> [Your instructions] The line containing "Convert this image" marks the start; repeat it and every following line exactly through the end of the entries.

BEGIN Source information

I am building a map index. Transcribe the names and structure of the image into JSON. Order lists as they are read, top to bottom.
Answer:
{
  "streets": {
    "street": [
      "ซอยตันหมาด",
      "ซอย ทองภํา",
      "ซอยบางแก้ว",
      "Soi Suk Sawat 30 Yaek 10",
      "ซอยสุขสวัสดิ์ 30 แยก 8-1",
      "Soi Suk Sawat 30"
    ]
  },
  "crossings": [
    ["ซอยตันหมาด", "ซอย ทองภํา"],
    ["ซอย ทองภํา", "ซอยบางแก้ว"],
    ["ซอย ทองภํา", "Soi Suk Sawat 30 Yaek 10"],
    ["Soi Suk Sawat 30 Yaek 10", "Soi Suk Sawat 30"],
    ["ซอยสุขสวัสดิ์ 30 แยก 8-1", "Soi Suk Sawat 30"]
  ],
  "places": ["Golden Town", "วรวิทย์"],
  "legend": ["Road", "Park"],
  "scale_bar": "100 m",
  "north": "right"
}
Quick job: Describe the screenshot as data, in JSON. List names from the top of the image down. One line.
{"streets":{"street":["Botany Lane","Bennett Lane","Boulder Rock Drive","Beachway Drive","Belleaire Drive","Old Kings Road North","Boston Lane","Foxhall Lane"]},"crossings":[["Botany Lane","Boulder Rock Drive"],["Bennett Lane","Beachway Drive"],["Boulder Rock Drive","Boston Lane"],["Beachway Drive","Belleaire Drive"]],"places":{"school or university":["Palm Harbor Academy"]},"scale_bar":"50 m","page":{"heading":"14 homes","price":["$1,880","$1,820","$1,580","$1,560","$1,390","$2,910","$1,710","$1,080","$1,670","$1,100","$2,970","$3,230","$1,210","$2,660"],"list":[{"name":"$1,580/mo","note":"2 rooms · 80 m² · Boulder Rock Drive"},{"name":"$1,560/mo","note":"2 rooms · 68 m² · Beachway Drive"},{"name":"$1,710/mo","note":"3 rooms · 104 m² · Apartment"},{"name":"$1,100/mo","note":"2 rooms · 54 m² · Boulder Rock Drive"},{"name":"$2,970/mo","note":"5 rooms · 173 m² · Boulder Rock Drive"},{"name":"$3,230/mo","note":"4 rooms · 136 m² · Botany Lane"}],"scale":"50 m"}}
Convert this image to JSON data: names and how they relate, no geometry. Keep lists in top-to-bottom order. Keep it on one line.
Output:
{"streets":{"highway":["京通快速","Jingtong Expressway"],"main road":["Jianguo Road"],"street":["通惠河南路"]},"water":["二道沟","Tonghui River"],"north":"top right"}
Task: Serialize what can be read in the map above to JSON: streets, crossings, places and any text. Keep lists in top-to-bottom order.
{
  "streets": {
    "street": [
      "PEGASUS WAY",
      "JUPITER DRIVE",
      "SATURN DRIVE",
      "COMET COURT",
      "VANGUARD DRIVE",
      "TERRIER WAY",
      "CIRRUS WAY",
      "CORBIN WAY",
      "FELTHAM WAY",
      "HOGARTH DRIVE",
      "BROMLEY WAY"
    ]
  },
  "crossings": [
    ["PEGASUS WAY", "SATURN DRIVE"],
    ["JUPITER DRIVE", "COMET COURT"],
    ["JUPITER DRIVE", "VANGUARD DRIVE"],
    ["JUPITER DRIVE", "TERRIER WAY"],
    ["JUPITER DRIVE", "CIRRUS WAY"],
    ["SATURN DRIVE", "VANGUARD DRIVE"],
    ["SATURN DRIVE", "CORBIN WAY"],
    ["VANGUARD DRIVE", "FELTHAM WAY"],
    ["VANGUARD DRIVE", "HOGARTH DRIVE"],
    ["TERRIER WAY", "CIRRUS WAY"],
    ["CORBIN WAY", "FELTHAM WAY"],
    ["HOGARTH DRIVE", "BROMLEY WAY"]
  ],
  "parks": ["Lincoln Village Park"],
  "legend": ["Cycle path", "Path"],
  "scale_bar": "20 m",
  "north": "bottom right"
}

END Source information

> [Finished exercise]
Convert this image to JSON data: names and how they relate, no geometry. Keep lists in top-to-bottom order. Keep it on one line.
Output:
{"streets":{"highway":["京通快速","Jingtong Expressway"],"main road":["Jianguo Road"],"street":["通惠河南路"]},"water":["二道沟","Tonghui River"],"north":"top right"}
Task: Serialize what can be read in the map above to JSON: streets, crossings, places and any text. Keep lists in top-to-bottom order.
{
  "streets": {
    "street": [
      "PEGASUS WAY",
      "JUPITER DRIVE",
      "SATURN DRIVE",
      "COMET COURT",
      "VANGUARD DRIVE",
      "TERRIER WAY",
      "CIRRUS WAY",
      "CORBIN WAY",
      "FELTHAM WAY",
      "HOGARTH DRIVE",
      "BROMLEY WAY"
    ]
  },
  "crossings": [
    ["PEGASUS WAY", "SATURN DRIVE"],
    ["JUPITER DRIVE", "COMET COURT"],
    ["JUPITER DRIVE", "VANGUARD DRIVE"],
    ["JUPITER DRIVE", "TERRIER WAY"],
    ["JUPITER DRIVE", "CIRRUS WAY"],
    ["SATURN DRIVE", "VANGUARD DRIVE"],
    ["SATURN DRIVE", "CORBIN WAY"],
    ["VANGUARD DRIVE", "FELTHAM WAY"],
    ["VANGUARD DRIVE", "HOGARTH DRIVE"],
    ["TERRIER WAY", "CIRRUS WAY"],
    ["CORBIN WAY", "FELTHAM WAY"],
    ["HOGARTH DRIVE", "BROMLEY WAY"]
  ],
  "parks": ["Lincoln Village Park"],
  "legend": ["Cycle path", "Path"],
  "scale_bar": "20 m",
  "north": "bottom right"
}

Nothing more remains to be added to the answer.